Baca juga : Penularan di Tegal Meluas karena Warga Tak Disiplin Saat Isolasi Mandiri
Dalam kondisi normal, frekuensi napas seseorang sekitar 12-20 kali per menit. Sementara untuk saturasi oksigen lebih dari 95 persen. Kondisi demam, frekuensi napas, serta saturasi oksigen ini perlu diperiksa setidaknya dua kali sehari pada pagi dan malam hari. Jika demam lebih dari 38 derajat celsius, frekuensi napas lebih dari 20 kali per menit, dan saturasi oksigen kurang dari 95 persen, segera lapor dan hubungi petugas kesehatan agar segera mendapatkan tindak lanjut.
Oleh karena itu, ketika melakukan isolasi mandiri, sebaiknya menyediakan termometer dan oksimeter. Apabila tidak tersedia, pemeriksaan bisa dilakukan oleh tenaga kesehatan yang berada di fasilitas kesehatan terdekat.
”Masyarakat diharapkan tidak panik, tetapi tetap waspada. Segera hubungi fasilitas pelayanan kesehatan terdekat jika gejala semakin memburuk, seperti sesak napas dan demam tinggi, agar tidak terlambat ditangani,” tutur Kartini.
Ia menambahkan, hal lain yang tidak kalah penting adalah mengelola masker bekas pakai yang bisa menjadi sumber penularan. Masker medis digunakan maksimal enam jam dan harus segera diganti. Setelah digunakan, sebaiknya kumpulkan masker bekas pakai di tempat tertentu.

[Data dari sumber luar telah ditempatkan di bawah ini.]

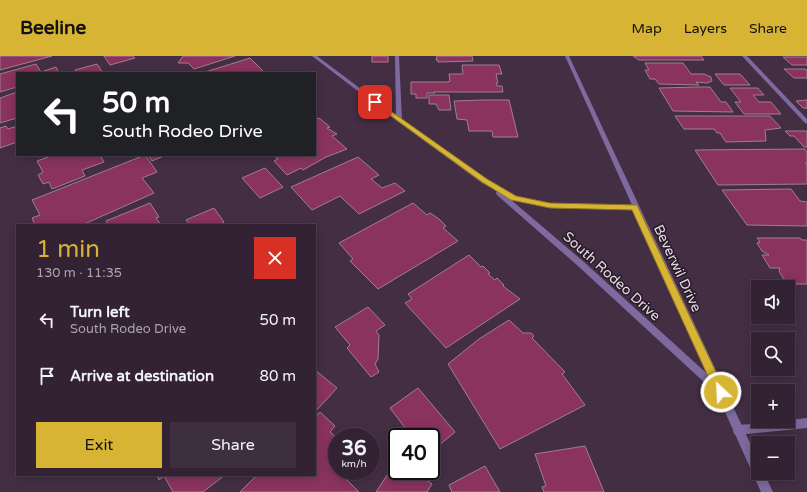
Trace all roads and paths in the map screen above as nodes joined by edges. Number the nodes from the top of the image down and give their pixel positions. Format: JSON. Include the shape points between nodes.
{"nodes":[{"id":1,"x":314,"y":56,"type":"edge"},
{"id":2,"x":397,"y":56,"type":"edge"},
{"id":3,"x":567,"y":56,"type":"edge"},
{"id":4,"x":744,"y":56,"type":"edge"},
{"id":5,"x":399,"y":120,"type":"junction"},
{"id":6,"x":807,"y":122,"type":"edge"},
{"id":7,"x":484,"y":181,"type":"junction"},
{"id":8,"x":634,"y":207,"type":"junction"},
{"id":9,"x":721,"y":392,"type":"junction"},
{"id":10,"x":807,"y":423,"type":"edge"},
{"id":11,"x":738,"y":430,"type":"junction"},
{"id":12,"x":767,"y":492,"type":"edge"}],
"edges":[{"from":1,"to":5,"type":"street","name":"South Rodeo Drive"},
{"from":2,"to":5,"type":"street"},
{"from":3,"to":8,"type":"street","name":"Beverwil Drive"},
{"from":4,"to":6,"type":"street"},
{"from":5,"to":7,"type":"street","name":"South Rodeo Drive"},
{"from":7,"to":8,"type":"street","name":"South Rodeo Drive","via":[[514,198],[550,206]]},
{"from":7,"to":9,"type":"street","name":"South Rodeo Drive","via":[[582,264]]},
{"from":8,"to":9,"type":"street","name":"Beverwil Drive"},
{"from":9,"to":11,"type":"street","name":"Beverwil Drive"},
{"from":10,"to":11,"type":"street"},
{"from":11,"to":12,"type":"street","name":"Beverwil Drive"}]}
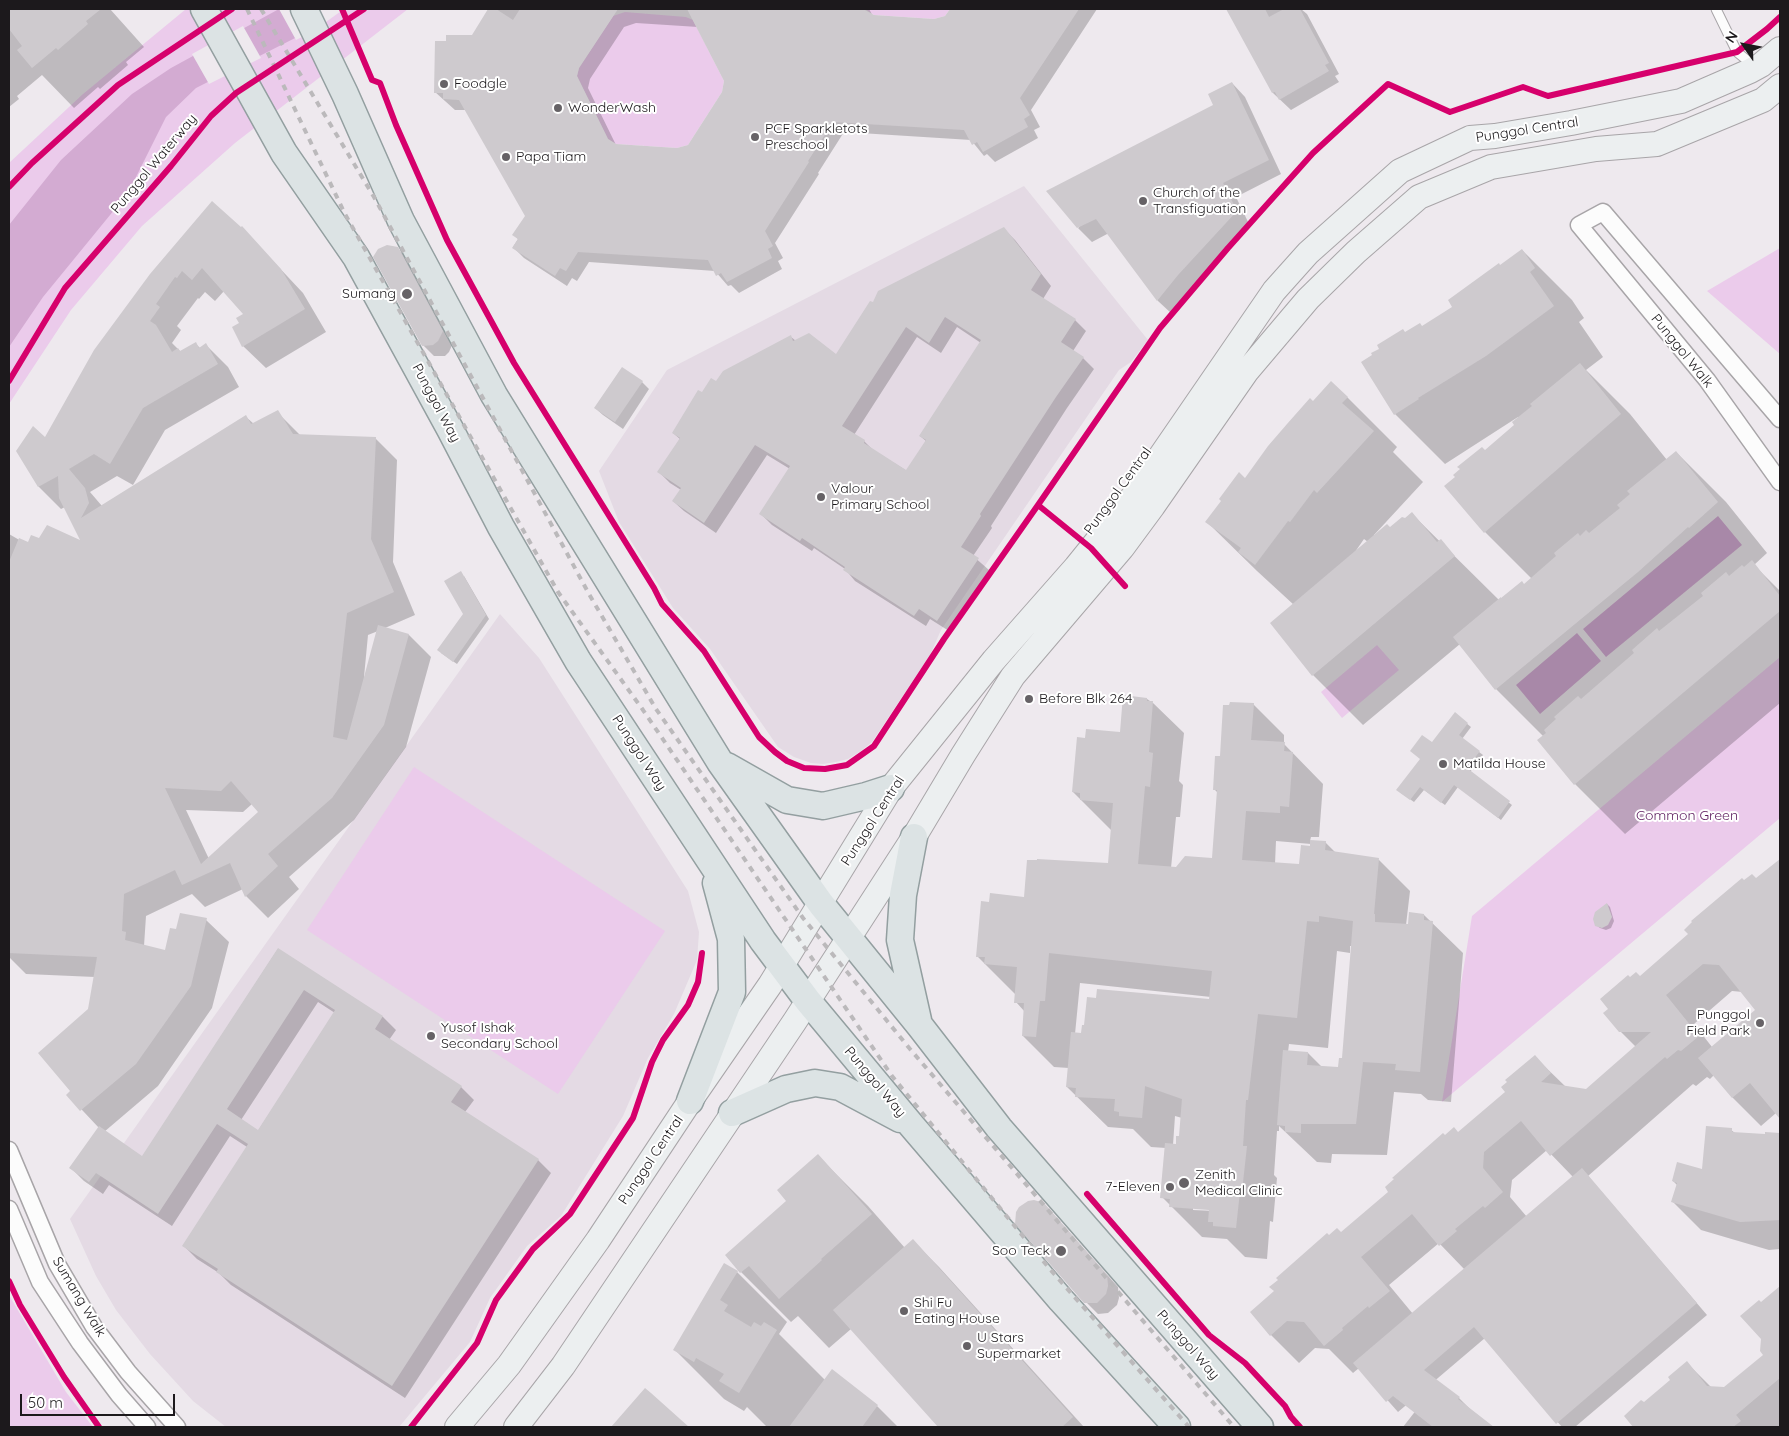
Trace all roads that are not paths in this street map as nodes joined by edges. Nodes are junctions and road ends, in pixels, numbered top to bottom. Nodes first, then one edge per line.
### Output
1 (204, 9) edge
2 (304, 9) edge
3 (1716, 9) edge
4 (1780, 49) edge
5 (1735, 65) junction
6 (1780, 86) edge
7 (1780, 419) edge
8 (1780, 482) edge
9 (720, 762) junction
10 (891, 788) junction
11 (914, 837) junction
12 (710, 861) junction
13 (821, 904) junction
14 (848, 939) junction
15 (783, 966) junction
16 (808, 1001) junction
17 (920, 1026) junction
18 (690, 1100) junction
19 (732, 1113) junction
20 (912, 1126) junction
21 (9, 1150) edge
22 (9, 1209) edge
23 (147, 1427) edge
24 (177, 1427) edge
25 (458, 1427) edge
26 (516, 1427) edge
27 (1177, 1427) edge
28 (1260, 1427) edge

1 - 12 main road, Punggol Way
2 - 9 main road, Punggol Way
3 - 5 lane
4 - 5 main road, Punggol Central
5 - 10 main road, Punggol Central
6 - 11 main road
7 - 8 street, Punggol Walk
9 - 10 main road
9 - 13 main road, Punggol Way
10 - 13 main road, Punggol Central
11 - 14 main road
11 - 17 main road
12 - 15 main road, Punggol Way
12 - 18 main road
13 - 14 main road, Punggol Way
13 - 15 main road, Punggol Central
14 - 16 main road
14 - 17 main road, Punggol Way
15 - 16 main road, Punggol Way
15 - 18 main road, Punggol Central
16 - 19 main road
16 - 20 main road, Punggol Way
17 - 28 main road, Punggol Way
18 - 25 main road, Punggol Central
19 - 20 main road
19 - 26 main road
20 - 27 main road, Punggol Way
21 - 24 street, Sumang Walk
22 - 23 street, Sumang Walk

Kemudian, lakukan disinfeksi pada masker yang sudah terkumpul dengan cara merendam masker menggunakan larutan disinfektan atau klorin. Masker tersebut sebaiknya digunting atau dirobek di bagian tengah untuk menghindari digunakan kembali oleh orang yang tidak bertanggung jawab.
Baca juga : Pandemi Sampah Masker
Untuk proses pembuangan, satukan masker bekas tersebut ke dalam plastik bening agar mudah dikenali oleh petugas pembuang sampah. Cuci tangan dengan sabun dan air mengalir setelah membuang limbah masker tersebut.